The authors found that, during the five years of the study, the University of Texas System, which self-ensures malpractice claims for 6,000 physicians at six medical campuses in five cities, closed 715 malpractice claims and paid 150 settlements.

Among the 124 cases that met the study selection criteria, the average compensation paid by the university was $185,372. Most of the 110 settlement agreements, 88.7%, included nondisclosure provisions.

Here’s what the clauses included:

  • All of them prohibited disclosure of the settlement terms and amounts
  • 61 (55.5%) prohibited disclosure that a settlement had been reached
  • 51 (46.4%) prohibited disclosure of the facts of the claim
  • 29 (26.4%) prohibited reporting to regulatory agencies; a practice the health system has since changed in response to these findings
  • 10 (9.1%) prohibited disclosure by the settling physicians and hospital, not only by the claimant

In contrast to efforts to improve the nation’s healthcare system by making it more open, according to study authors, “medical malpractice litigation draws on adversarial traditions that resist transparency when resolving and preventing medical errors. A deny and defend mentality is deeply entrenched among attorneys who represent hospitals, healthcare professionals, and liability insurers.”
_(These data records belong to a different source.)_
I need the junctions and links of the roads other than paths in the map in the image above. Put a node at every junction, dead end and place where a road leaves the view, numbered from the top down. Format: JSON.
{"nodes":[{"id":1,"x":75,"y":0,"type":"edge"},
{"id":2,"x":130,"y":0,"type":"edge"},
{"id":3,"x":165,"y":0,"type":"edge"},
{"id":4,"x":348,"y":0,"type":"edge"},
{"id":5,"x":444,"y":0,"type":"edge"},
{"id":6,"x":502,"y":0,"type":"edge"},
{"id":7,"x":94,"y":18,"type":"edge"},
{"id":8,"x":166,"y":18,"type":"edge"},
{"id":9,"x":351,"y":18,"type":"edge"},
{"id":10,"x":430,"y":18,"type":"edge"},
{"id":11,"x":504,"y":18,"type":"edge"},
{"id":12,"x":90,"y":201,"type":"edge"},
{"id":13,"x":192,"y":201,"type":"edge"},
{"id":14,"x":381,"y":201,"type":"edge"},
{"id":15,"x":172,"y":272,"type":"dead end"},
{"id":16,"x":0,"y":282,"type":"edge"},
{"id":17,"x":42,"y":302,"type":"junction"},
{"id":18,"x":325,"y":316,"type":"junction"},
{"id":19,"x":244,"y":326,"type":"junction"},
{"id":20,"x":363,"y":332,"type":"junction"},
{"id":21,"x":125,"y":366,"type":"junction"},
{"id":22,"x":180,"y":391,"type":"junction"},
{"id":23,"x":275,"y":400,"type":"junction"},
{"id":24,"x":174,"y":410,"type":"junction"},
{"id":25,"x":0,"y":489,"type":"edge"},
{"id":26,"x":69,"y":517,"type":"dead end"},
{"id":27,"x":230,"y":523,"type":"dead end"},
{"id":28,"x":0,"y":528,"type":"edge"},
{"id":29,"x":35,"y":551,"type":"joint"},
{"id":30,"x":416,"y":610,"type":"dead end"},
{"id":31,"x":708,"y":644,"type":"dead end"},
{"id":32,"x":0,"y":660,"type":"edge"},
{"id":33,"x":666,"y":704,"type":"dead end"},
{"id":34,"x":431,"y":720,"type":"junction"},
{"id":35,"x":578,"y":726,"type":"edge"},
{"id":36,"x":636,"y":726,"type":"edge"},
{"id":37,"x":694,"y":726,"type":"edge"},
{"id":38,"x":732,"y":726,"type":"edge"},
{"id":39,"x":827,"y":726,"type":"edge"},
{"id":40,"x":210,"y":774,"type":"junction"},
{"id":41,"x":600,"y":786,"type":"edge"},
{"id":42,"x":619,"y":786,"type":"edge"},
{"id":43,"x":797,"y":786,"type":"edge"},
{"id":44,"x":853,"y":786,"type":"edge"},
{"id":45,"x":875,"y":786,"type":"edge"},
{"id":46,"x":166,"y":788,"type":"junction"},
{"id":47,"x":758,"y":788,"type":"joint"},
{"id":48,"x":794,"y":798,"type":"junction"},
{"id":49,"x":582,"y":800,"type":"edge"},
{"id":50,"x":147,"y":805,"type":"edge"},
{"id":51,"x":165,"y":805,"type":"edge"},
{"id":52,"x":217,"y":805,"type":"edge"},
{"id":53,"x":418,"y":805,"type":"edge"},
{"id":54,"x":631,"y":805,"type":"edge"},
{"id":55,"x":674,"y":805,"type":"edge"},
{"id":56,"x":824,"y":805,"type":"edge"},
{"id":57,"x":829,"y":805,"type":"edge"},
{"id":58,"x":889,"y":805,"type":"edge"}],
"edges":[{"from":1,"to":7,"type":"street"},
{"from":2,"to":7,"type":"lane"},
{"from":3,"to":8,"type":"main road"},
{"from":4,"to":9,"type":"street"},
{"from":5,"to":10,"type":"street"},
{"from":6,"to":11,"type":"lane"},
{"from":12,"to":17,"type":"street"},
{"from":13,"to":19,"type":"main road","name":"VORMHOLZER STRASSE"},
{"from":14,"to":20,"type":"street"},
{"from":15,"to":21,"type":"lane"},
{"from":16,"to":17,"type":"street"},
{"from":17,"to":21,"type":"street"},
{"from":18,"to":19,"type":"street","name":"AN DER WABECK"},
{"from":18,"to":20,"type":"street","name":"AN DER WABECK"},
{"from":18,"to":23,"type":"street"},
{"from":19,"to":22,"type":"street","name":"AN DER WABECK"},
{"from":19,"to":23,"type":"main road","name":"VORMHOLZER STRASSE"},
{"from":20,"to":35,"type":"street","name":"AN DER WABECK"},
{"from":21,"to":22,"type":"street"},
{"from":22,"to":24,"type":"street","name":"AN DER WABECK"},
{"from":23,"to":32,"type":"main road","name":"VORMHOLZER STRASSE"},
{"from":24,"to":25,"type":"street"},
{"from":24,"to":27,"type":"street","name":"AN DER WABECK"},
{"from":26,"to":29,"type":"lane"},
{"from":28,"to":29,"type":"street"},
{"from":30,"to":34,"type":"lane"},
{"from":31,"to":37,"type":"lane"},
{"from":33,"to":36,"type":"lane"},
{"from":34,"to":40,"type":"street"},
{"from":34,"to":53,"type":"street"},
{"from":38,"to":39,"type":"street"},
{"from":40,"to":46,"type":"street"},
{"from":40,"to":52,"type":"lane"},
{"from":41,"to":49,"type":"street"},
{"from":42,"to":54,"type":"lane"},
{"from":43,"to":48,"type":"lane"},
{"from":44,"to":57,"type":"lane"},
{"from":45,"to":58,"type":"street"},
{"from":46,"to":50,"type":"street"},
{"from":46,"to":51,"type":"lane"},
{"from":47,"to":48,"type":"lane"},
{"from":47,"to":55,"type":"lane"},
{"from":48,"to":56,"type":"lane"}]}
In fact, the 50 settlement agreements signed after tort reform took full effect tended to have stricter nondisclosure provisions than the 60 signed in earlier years, according to the review.
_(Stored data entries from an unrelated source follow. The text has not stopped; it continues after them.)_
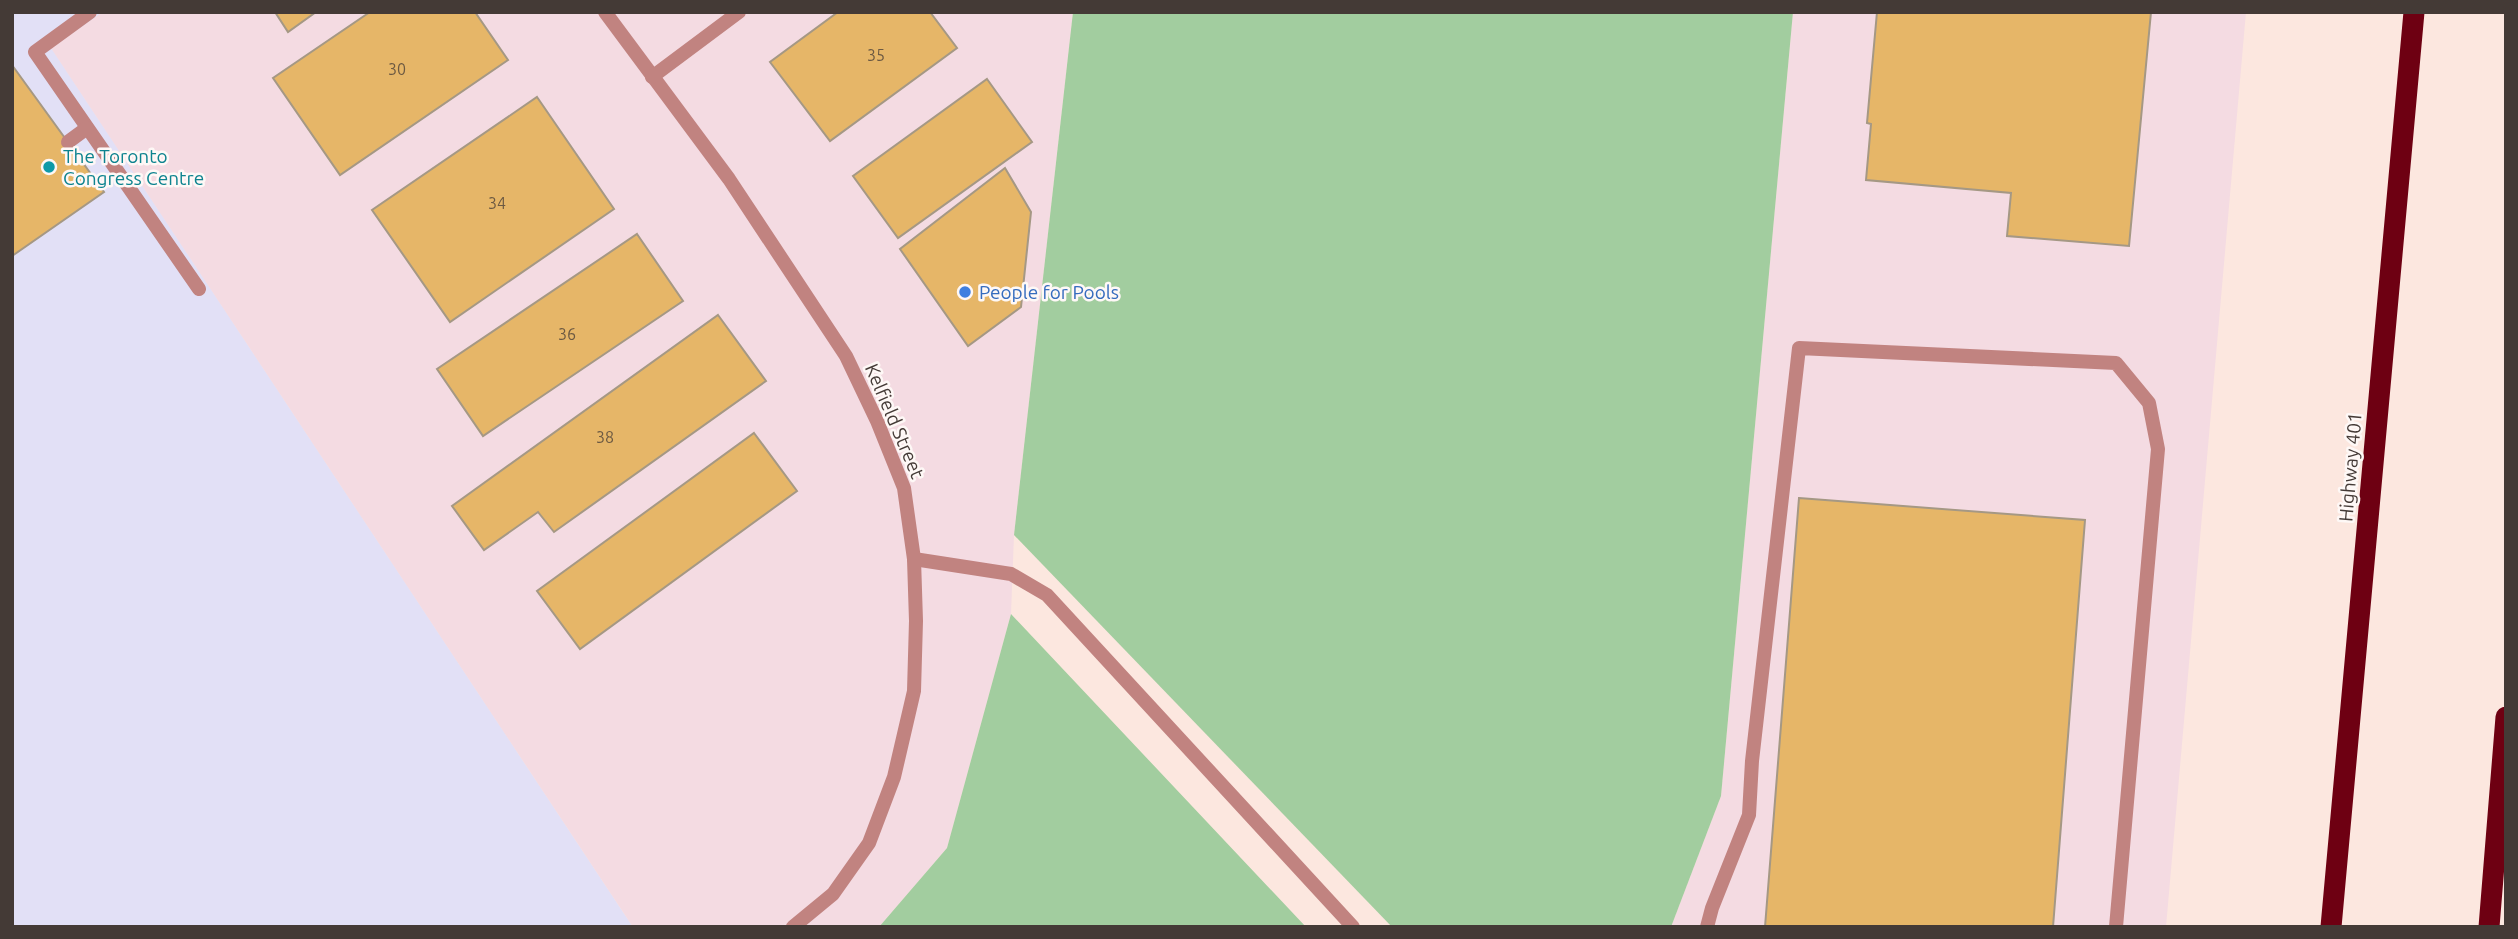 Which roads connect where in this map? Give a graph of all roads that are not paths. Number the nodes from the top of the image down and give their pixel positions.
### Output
1 (90, 12) edge
2 (605, 12) edge
3 (739, 12) edge
4 (2403, 12) edge
5 (2414, 12) edge
6 (652, 77) junction
7 (2404, 123) junction
8 (87, 128) junction
9 (68, 142) dead end
10 (199, 289) dead end
11 (914, 559) junction
12 (2506, 717) edge
13 (793, 927) edge
14 (1353, 927) edge
15 (1707, 927) edge
16 (2116, 927) edge
17 (2331, 927) edge
18 (2489, 927) edge

1 - 8 street
2 - 6 street, Kelfield Street
3 - 6 street
4 - 7 highway
5 - 7 highway, Highway 401
6 - 11 street, Kelfield Street
7 - 17 highway, Highway 401
8 - 9 street
8 - 10 street
11 - 13 street, Kelfield Street
11 - 14 street
12 - 18 highway
15 - 16 street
"We found that nondisclosure agreements were used in most malpractice settlements, but with little standardization or consistency,” the authors write. “The agreements selectively bind patients and patients' representatives, making them hard to justify on privacy grounds. The scope of nondisclosure agreements is often far broader than seems needed to protect physicians and hospitals from disparagement by the plaintiff or to avoid the disclosure of settlement amounts that might attract other claimants.”

Hospital Laundry Practices Adequate to Prevent Infection Spread

ATLANTA – Everything came out in the wash, and that should satisfy hospital infection control standards.

A new review, published online in Infection Control & Hospital Epidemiology, focused on the importance of proper laundering and handling to maintain the hygienically-clean quality of healthcare fabrics and textiles delivered to the point of care.

A researcher from the national Centers for Disease Control and Prevention in Atlanta led the review, which used peer-reviewed studies as well as current standards and guidelines to highlight evidence-based strategies to inhibit potentially serious contamination.

"We asked the question if current industrial laundry processes are sufficient to interrupt patient-to-patient transmission via clean healthcare textiles (HCT),” said lead author Lynne Sehulster, PhD, an infectious disease epidemiologist at the CDC. “The evidence we examined suggests this is indeed the case; we found no evidence of microbial carry-over from one patient to the next for patient-care textiles when proper textile management and laundering specifications were used.”

The report notes that outbreaks of infectious disease associated with laundered HCT are extremely rare. In fact, only 12 such outbreaks have been reported worldwide in the past four decades.

Generally, analyses of those outbreaks have identified the culprits as exposure of clean HCTs to environmental contamination, such as dust in storage areas, or a process failure during laundering – not poor processes.

"Current infection prevention strategies for laundering and handling HCT appear to be adequate in preventing healthcare-associated infections, provided that every step is taken to maintain the hygienic quality of HCTs prior to use,” Sehulster noted “However, if an outbreak occurs linked to HCT, it is not enough to conduct microbial sampling of laundered textiles and declare the laundry process to be the source of the problem. Each of the distinct operations of the laundry-handling process needs to be evaluated in order to pinpoint the root of the problem.”

The review was limited to clean HCT from laundries. “We did not address contamination that occurs while the HCT are in use,” she added. “That's a topic for future study.”